(What to work on): Each record below should be output verbatim, without pictures.
_ _ _
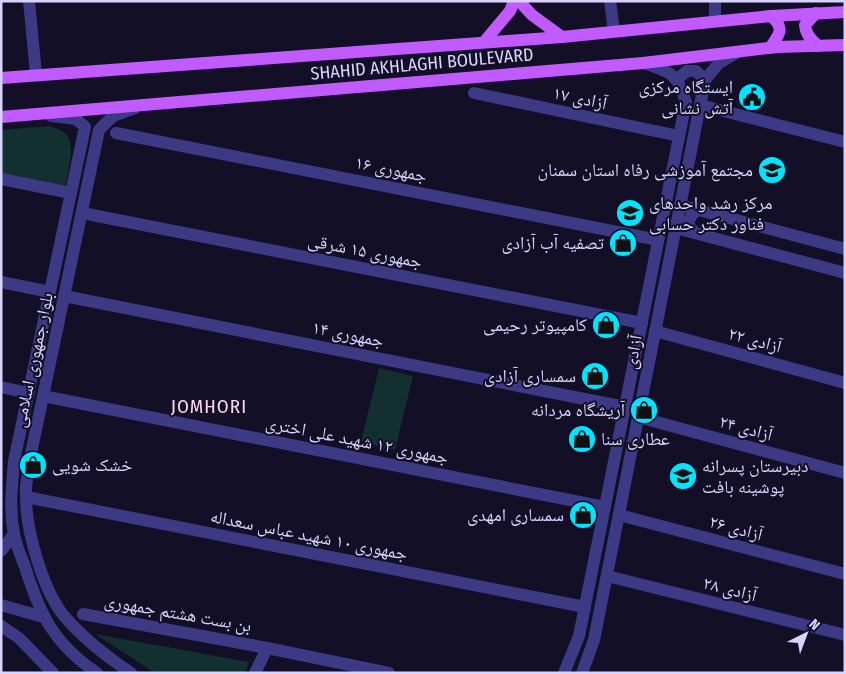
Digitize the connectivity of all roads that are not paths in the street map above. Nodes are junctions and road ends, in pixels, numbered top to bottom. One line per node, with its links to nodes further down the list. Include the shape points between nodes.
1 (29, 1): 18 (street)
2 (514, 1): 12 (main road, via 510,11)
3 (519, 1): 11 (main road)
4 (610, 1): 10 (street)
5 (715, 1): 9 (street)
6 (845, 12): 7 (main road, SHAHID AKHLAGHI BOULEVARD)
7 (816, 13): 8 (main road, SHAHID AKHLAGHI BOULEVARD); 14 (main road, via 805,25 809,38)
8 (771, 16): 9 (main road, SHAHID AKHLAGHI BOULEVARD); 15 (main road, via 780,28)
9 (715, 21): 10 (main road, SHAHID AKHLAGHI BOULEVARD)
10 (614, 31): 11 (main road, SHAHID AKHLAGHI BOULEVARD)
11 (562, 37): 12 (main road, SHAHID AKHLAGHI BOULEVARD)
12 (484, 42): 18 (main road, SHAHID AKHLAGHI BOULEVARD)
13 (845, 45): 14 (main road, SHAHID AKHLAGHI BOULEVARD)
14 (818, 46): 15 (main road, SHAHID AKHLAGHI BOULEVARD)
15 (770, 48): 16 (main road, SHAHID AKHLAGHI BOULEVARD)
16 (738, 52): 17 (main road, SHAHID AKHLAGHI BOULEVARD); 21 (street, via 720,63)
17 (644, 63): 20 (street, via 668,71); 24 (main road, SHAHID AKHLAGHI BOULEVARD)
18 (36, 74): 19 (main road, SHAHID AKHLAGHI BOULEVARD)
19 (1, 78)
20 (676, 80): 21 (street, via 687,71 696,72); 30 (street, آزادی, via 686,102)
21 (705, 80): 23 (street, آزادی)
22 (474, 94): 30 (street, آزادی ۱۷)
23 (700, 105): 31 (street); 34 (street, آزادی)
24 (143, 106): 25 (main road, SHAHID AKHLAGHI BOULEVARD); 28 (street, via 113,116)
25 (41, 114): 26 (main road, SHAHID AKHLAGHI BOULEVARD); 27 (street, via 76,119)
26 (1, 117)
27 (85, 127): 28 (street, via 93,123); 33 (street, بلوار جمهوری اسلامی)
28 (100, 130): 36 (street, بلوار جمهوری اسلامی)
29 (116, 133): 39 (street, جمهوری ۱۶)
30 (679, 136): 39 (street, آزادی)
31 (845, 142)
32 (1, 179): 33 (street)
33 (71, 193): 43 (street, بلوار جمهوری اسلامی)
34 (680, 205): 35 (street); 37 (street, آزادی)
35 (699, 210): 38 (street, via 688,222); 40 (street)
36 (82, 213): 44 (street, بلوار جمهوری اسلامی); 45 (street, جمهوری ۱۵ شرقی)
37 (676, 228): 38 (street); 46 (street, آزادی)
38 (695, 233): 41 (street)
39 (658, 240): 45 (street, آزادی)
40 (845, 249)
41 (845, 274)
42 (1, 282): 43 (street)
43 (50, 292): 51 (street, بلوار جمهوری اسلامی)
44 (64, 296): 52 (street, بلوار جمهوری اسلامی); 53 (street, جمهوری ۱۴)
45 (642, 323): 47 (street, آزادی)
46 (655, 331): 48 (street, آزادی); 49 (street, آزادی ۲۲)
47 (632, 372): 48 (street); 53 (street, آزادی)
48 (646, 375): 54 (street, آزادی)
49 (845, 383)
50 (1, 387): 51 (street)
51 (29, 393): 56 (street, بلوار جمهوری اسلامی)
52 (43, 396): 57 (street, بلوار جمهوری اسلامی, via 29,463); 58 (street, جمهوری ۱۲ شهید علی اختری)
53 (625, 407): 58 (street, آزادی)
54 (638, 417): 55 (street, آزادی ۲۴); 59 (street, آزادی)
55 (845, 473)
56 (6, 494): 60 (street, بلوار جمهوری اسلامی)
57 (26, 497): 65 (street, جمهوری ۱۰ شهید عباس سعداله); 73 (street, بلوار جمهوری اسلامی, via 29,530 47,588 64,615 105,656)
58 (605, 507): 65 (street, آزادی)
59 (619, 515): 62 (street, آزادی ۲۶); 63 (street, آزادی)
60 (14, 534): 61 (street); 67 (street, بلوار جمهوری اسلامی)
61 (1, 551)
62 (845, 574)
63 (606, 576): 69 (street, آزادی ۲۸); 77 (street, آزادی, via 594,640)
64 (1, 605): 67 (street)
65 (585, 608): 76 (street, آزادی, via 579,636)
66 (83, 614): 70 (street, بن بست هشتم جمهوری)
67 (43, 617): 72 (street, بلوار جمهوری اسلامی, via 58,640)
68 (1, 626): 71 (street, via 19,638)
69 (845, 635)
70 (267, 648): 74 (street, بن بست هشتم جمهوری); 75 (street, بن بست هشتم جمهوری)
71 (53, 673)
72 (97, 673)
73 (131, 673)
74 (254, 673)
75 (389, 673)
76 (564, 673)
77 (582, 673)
_ _ _
(Written solution):
Digitize the connectivity of all roads that are not paths in the street map above. Nodes are junctions and road ends, in pixels, numbered top to bottom. One line per node, with its links to nodes further down the list. Include the shape points between nodes.
1 (29, 1): 18 (street)
2 (514, 1): 12 (main road, via 510,11)
3 (519, 1): 11 (main road)
4 (610, 1): 10 (street)
5 (715, 1): 9 (street)
6 (845, 12): 7 (main road, SHAHID AKHLAGHI BOULEVARD)
7 (816, 13): 8 (main road, SHAHID AKHLAGHI BOULEVARD); 14 (main road, via 805,25 809,38)
8 (771, 16): 9 (main road, SHAHID AKHLAGHI BOULEVARD); 15 (main road, via 780,28)
9 (715, 21): 10 (main road, SHAHID AKHLAGHI BOULEVARD)
10 (614, 31): 11 (main road, SHAHID AKHLAGHI BOULEVARD)
11 (562, 37): 12 (main road, SHAHID AKHLAGHI BOULEVARD)
12 (484, 42): 18 (main road, SHAHID AKHLAGHI BOULEVARD)
13 (845, 45): 14 (main road, SHAHID AKHLAGHI BOULEVARD)
14 (818, 46): 15 (main road, SHAHID AKHLAGHI BOULEVARD)
15 (770, 48): 16 (main road, SHAHID AKHLAGHI BOULEVARD)
16 (738, 52): 17 (main road, SHAHID AKHLAGHI BOULEVARD); 21 (street, via 720,63)
17 (644, 63): 20 (street, via 668,71); 24 (main road, SHAHID AKHLAGHI BOULEVARD)
18 (36, 74): 19 (main road, SHAHID AKHLAGHI BOULEVARD)
19 (1, 78)
20 (676, 80): 21 (street, via 687,71 696,72); 30 (street, آزادی, via 686,102)
21 (705, 80): 23 (street, آزادی)
22 (474, 94): 30 (street, آزادی ۱۷)
23 (700, 105): 31 (street); 34 (street, آزادی)
24 (143, 106): 25 (main road, SHAHID AKHLAGHI BOULEVARD); 28 (street, via 113,116)
25 (41, 114): 26 (main road, SHAHID AKHLAGHI BOULEVARD); 27 (street, via 76,119)
26 (1, 117)
27 (85, 127): 28 (street, via 93,123); 33 (street, بلوار جمهوری اسلامی)
28 (100, 130): 36 (street, بلوار جمهوری اسلامی)
29 (116, 133): 39 (street, جمهوری ۱۶)
30 (679, 136): 39 (street, آزادی)
31 (845, 142)
32 (1, 179): 33 (street)
33 (71, 193): 43 (street, بلوار جمهوری اسلامی)
34 (680, 205): 35 (street); 37 (street, آزادی)
35 (699, 210): 38 (street, via 688,222); 40 (street)
36 (82, 213): 44 (street, بلوار جمهوری اسلامی); 45 (street, جمهوری ۱۵ شرقی)
37 (676, 228): 38 (street); 46 (street, آزادی)
38 (695, 233): 41 (street)
39 (658, 240): 45 (street, آزادی)
40 (845, 249)
41 (845, 274)
42 (1, 282): 43 (street)
43 (50, 292): 51 (street, بلوار جمهوری اسلامی)
44 (64, 296): 52 (street, بلوار جمهوری اسلامی); 53 (street, جمهوری ۱۴)
45 (642, 323): 47 (street, آزادی)
46 (655, 331): 48 (street, آزادی); 49 (street, آزادی ۲۲)
47 (632, 372): 48 (street); 53 (street, آزادی)
48 (646, 375): 54 (street, آزادی)
49 (845, 383)
50 (1, 387): 51 (street)
51 (29, 393): 56 (street, بلوار جمهوری اسلامی)
52 (43, 396): 57 (street, بلوار جمهوری اسلامی, via 29,463); 58 (street, جمهوری ۱۲ شهید علی اختری)
53 (625, 407): 58 (street, آزادی)
54 (638, 417): 55 (street, آزادی ۲۴); 59 (street, آزادی)
55 (845, 473)
56 (6, 494): 60 (street, بلوار جمهوری اسلامی)
57 (26, 497): 65 (street, جمهوری ۱۰ شهید عباس سعداله); 73 (street, بلوار جمهوری اسلامی, via 29,530 47,588 64,615 105,656)
58 (605, 507): 65 (street, آزادی)
59 (619, 515): 62 (street, آزادی ۲۶); 63 (street, آزادی)
60 (14, 534): 61 (street); 67 (street, بلوار جمهوری اسلامی)
61 (1, 551)
62 (845, 574)
63 (606, 576): 69 (street, آزادی ۲۸); 77 (street, آزادی, via 594,640)
64 (1, 605): 67 (street)
65 (585, 608): 76 (street, آزادی, via 579,636)
66 (83, 614): 70 (street, بن بست هشتم جمهوری)
67 (43, 617): 72 (street, بلوار جمهوری اسلامی, via 58,640)
68 (1, 626): 71 (street, via 19,638)
69 (845, 635)
70 (267, 648): 74 (street, بن بست هشتم جمهوری); 75 (street, بن بست هشتم جمهوری)
71 (53, 673)
72 (97, 673)
73 (131, 673)
74 (254, 673)
75 (389, 673)
76 (564, 673)
77 (582, 673)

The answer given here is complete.